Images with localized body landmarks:
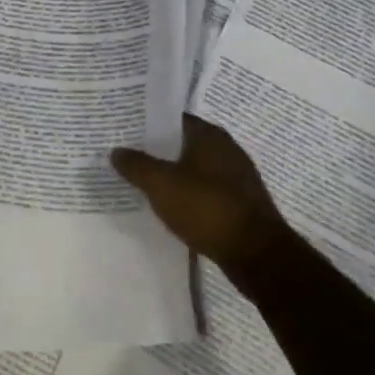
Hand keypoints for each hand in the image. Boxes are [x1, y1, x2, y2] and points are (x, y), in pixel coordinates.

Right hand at [111, 114, 290, 273]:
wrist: (258, 255)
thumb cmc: (207, 209)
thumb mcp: (161, 185)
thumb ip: (136, 165)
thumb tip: (116, 150)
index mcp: (209, 135)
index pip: (172, 118)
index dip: (146, 122)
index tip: (123, 129)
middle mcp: (226, 149)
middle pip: (182, 143)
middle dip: (155, 149)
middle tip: (125, 155)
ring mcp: (235, 177)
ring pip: (193, 168)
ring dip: (170, 173)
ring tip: (141, 181)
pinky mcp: (239, 203)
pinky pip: (204, 190)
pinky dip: (186, 194)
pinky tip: (168, 205)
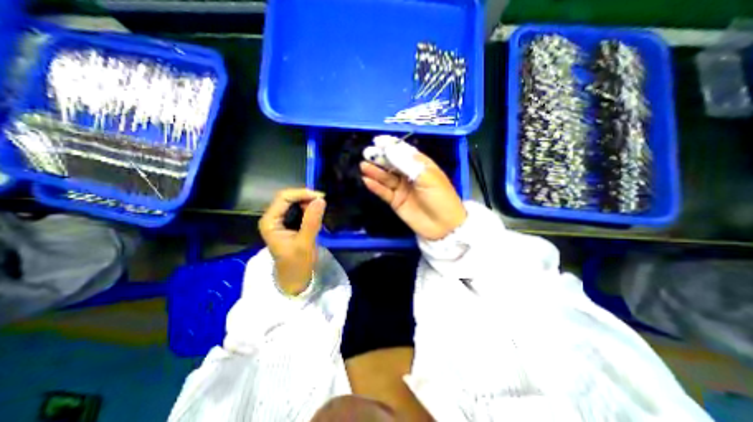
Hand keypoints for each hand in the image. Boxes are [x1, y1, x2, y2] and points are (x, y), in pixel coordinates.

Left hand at [259, 190, 326, 294]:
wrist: (294, 279)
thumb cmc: (297, 264)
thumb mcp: (305, 243)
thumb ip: (312, 221)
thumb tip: (321, 199)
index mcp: (270, 222)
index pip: (283, 198)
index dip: (302, 193)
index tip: (321, 197)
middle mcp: (273, 218)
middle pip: (288, 198)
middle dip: (306, 197)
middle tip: (323, 202)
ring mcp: (280, 220)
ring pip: (294, 202)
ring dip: (308, 202)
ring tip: (321, 208)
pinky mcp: (289, 224)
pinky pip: (298, 210)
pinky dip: (309, 208)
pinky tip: (317, 212)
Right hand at [361, 152, 467, 238]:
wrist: (443, 226)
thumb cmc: (440, 198)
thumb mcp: (427, 177)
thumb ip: (407, 163)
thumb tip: (389, 149)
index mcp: (420, 165)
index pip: (404, 152)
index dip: (391, 146)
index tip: (378, 141)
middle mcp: (409, 175)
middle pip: (392, 164)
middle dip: (380, 158)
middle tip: (367, 153)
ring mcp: (402, 188)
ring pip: (386, 177)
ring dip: (375, 171)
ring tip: (363, 165)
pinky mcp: (396, 201)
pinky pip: (384, 192)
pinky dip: (375, 187)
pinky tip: (366, 180)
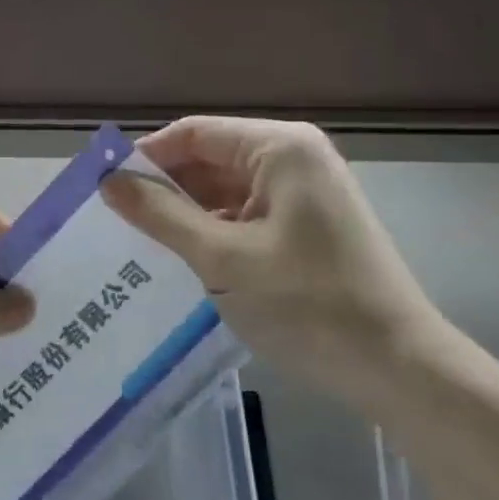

What you should do:
Please report only the count of lines in the entries above where the word "thumb" appears.

Answer area:
12